Las raíces de Rubén nacieron en Santa Isabel de las Lajas. Amigo personal de Benny Moré, tanto, que a su hijo mayor le dieron el nombre del Bárbaro del Ritmo. Benny Veloz Curbelo germinó en el mismo año que el cantor de Cienfuegos dijo el adiós eterno. Diecisiete años después, 1980, día de su cumpleaños, partió hacia Angola para combatir al apartheid. No regresó.
  “Yo tenía muchos deseos de tener un hijo, pero siempre me dije que mientras hubieran gobiernos degenerados aquí en Cuba, no lo tendría. Por eso me casé a los 36 años, cuando ya había triunfado la Revolución”. Hay que prestar mucha atención para entenderle. Ya el lenguaje no fluye como antes. Tiene los ojos cansados y la piel marcada por el paso del tiempo. Pero es un hombre inusitado, de caminar asombroso y talle admirable. Llegó hasta mí como quien busca amparo.
  Para Rubén hablar de su hijo es encerrarse en un cuarto sin luz y sin aire. Poco a poco rebasa el imposible, y deja escapar algunas palabras. Se nota, cuando salen, cuanto le duelen. “Él tenía diecisiete años cuando llegó a África. Era muy inquieto, decidido y nunca le tuvo miedo a nada. Aún no había cumplido ni seis meses de haber llegado, y ya estaba pensando en una segunda misión para ayudar al pueblo africano. El jefe de mi hijo, me contó tiempo después, que todo el batallón lo quería muchísimo, que él estuvo llorando un día completo cuando Benny murió, y la compañía también.
  “Cuando se cumplieron 24 años de la muerte de mi hijo, su jefe me trajo una bandera cubana. Cuánto dolor sentí yo al saber que la bandera que cubrió el féretro de mi hijo estaba ahora en mi poder- hace una pausa prolongada-“.

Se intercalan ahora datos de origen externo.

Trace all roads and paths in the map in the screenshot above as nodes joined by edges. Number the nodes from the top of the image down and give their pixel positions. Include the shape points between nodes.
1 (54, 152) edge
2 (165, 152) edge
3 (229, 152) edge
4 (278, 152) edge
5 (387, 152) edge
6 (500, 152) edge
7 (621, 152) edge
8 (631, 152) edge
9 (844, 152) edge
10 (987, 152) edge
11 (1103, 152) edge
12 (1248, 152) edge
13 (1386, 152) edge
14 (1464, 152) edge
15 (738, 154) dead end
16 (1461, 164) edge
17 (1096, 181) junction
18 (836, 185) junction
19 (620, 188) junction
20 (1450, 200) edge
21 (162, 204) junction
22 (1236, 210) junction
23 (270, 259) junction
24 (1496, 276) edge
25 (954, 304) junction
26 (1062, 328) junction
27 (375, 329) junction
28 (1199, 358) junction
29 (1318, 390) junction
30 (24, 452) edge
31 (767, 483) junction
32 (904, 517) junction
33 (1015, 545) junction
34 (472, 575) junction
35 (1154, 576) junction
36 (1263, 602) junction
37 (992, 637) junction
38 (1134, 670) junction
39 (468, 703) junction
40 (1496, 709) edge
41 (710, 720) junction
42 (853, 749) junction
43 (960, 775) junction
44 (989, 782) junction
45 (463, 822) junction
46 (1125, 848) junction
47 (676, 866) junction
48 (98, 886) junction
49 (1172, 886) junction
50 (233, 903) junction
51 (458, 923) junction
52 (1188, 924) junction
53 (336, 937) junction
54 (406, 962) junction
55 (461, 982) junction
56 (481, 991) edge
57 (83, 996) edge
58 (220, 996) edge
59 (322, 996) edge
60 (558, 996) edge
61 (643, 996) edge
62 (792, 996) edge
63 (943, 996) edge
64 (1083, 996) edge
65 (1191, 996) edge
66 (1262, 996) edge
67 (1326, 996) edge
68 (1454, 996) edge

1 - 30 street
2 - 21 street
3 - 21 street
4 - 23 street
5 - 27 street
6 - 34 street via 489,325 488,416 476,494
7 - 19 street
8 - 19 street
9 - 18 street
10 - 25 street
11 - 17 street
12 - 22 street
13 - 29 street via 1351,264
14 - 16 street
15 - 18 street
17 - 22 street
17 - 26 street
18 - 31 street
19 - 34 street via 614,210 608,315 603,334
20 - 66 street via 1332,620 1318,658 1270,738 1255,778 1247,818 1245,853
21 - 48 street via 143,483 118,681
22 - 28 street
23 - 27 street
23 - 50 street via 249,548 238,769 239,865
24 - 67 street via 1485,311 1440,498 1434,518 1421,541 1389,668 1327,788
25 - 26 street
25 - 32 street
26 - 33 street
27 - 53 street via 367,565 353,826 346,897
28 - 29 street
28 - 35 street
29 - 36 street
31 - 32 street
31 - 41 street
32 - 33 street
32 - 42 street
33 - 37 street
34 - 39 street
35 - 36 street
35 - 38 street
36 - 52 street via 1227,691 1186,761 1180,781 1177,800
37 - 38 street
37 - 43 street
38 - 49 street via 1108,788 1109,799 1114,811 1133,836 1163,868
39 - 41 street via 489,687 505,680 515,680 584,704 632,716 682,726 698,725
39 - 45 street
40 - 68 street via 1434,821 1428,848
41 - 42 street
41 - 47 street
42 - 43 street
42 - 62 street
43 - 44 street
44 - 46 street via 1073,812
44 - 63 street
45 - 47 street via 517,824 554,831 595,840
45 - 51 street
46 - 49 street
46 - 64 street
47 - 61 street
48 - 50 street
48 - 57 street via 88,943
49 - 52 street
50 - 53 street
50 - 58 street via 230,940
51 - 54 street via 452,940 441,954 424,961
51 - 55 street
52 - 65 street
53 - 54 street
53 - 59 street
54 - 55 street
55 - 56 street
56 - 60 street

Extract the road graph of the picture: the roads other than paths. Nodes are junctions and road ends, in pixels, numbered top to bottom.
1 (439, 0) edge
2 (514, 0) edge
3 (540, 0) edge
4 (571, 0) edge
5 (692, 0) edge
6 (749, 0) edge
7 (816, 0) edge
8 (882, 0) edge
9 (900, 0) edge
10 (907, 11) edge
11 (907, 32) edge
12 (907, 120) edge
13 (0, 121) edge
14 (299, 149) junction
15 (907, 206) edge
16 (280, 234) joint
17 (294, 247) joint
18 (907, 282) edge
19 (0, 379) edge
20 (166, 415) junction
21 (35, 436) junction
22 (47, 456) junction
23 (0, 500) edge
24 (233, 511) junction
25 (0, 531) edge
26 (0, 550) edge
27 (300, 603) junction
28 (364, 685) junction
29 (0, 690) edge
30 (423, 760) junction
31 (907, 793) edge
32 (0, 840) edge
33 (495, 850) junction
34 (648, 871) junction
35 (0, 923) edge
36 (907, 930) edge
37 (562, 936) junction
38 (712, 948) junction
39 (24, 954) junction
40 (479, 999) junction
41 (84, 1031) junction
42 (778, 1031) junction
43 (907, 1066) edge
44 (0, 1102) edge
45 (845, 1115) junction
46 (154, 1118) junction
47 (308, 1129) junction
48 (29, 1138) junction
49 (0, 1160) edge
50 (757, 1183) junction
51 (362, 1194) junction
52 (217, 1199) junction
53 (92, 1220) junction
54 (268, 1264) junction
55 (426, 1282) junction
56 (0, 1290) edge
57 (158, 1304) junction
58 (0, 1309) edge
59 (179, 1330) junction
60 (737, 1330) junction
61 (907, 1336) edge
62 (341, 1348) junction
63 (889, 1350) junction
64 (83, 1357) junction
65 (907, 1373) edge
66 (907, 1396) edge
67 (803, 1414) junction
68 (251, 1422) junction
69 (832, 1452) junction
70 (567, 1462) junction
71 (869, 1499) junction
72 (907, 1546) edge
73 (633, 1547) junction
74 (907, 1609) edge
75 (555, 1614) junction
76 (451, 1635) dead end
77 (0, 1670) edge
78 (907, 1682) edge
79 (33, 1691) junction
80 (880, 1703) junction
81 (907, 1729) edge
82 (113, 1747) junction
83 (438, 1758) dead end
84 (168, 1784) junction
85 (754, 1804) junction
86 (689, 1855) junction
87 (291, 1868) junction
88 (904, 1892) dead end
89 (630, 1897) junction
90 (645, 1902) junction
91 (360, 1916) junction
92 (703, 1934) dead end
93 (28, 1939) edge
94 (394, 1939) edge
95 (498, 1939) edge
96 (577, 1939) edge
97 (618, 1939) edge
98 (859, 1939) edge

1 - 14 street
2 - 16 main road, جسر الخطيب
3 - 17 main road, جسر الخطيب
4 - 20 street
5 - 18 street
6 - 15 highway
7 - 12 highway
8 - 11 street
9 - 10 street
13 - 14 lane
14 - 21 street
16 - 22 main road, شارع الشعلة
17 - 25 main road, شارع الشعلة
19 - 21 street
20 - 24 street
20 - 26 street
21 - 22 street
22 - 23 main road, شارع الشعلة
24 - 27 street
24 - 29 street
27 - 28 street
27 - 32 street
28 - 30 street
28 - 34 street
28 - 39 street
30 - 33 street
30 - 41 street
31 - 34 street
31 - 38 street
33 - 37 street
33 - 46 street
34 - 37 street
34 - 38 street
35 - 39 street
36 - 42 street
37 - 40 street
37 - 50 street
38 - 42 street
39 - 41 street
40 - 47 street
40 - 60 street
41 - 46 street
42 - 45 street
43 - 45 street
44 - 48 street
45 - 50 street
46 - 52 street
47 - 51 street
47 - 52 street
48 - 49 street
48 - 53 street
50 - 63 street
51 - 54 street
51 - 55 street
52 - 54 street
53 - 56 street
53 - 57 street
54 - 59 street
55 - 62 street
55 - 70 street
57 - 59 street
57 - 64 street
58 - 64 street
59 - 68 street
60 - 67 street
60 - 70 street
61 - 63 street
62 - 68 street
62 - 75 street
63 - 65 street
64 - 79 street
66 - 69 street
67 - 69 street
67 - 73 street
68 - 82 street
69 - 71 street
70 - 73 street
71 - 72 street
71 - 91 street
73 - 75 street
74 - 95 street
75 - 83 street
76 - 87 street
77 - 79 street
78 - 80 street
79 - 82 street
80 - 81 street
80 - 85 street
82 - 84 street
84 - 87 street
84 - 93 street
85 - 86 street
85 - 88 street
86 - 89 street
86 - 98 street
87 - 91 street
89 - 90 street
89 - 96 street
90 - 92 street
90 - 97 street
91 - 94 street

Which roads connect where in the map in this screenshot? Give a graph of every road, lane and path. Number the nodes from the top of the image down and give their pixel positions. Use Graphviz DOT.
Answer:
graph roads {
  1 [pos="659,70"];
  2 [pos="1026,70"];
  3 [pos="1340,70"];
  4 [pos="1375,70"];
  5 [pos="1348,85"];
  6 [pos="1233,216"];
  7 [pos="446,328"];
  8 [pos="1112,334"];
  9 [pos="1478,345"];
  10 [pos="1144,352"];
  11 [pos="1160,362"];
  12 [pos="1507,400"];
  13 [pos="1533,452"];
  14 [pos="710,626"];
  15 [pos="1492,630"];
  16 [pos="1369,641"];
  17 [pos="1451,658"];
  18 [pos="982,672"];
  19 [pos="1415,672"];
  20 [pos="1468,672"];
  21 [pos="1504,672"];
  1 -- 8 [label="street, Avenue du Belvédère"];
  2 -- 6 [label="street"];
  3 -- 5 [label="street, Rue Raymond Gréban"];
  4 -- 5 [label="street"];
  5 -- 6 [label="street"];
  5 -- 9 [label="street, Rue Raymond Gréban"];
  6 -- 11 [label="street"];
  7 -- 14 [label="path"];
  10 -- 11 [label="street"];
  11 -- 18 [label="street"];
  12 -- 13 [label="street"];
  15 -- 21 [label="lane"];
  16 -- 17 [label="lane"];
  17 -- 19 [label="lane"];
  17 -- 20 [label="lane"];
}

  A veces se extravía en los pensamientos. Hay mares muy profundos por donde navega. Pero ha aprendido a flotar sobre las carabelas. “Mi hijo murió un 24 de diciembre. Él estaba en una caravana que salió a recoger pertrechos para celebrar la noche buena, pero cayeron en una emboscada. Benny llevaba un lanzagranadas muy grande, lo descubrieron y fue uno de los primeros en salir herido, pero nadie se dio cuenta. Después sus compañeros comenzaron a gritarle que disparara, pero él se tiró para el suelo. Entonces se dieron cuenta. Estaba herido de muerte.
  “Yo me encontraba en mi trabajo, en una brigada de mantenimiento de gastronomía. La jefa, llamada María Julia, me fue a buscar y me dijo que tenía que ir al Partido para hacer una gestión. Ella me llevó engañado. Y cuando los compañeros me dijeron: -tú hijo murió; yo no soy religioso, pero la primera palabra que dije fue: ¡ay dios mío! Después no me acuerdo muy bien de lo que sucedió, solo que una enfermera corrió y me bajó el pantalón para ponerme una inyección. Ese momento nunca se me olvidará. Me parecía que aquel Partido me había caído encima”.
  Los ojos vuelven a perderse en el corto espacio. Lo miro, pero no lo sabe. Rubén tiene un dolor tatuado en el alma, que se irá con él, que descansará con él. Sabe su hijo de tantas lágrimas sin consuelo, de tantas noches extraviadas entre los océanos. Lo sabe, y también le duele.
  Las ausencias nunca han sabido a rosas.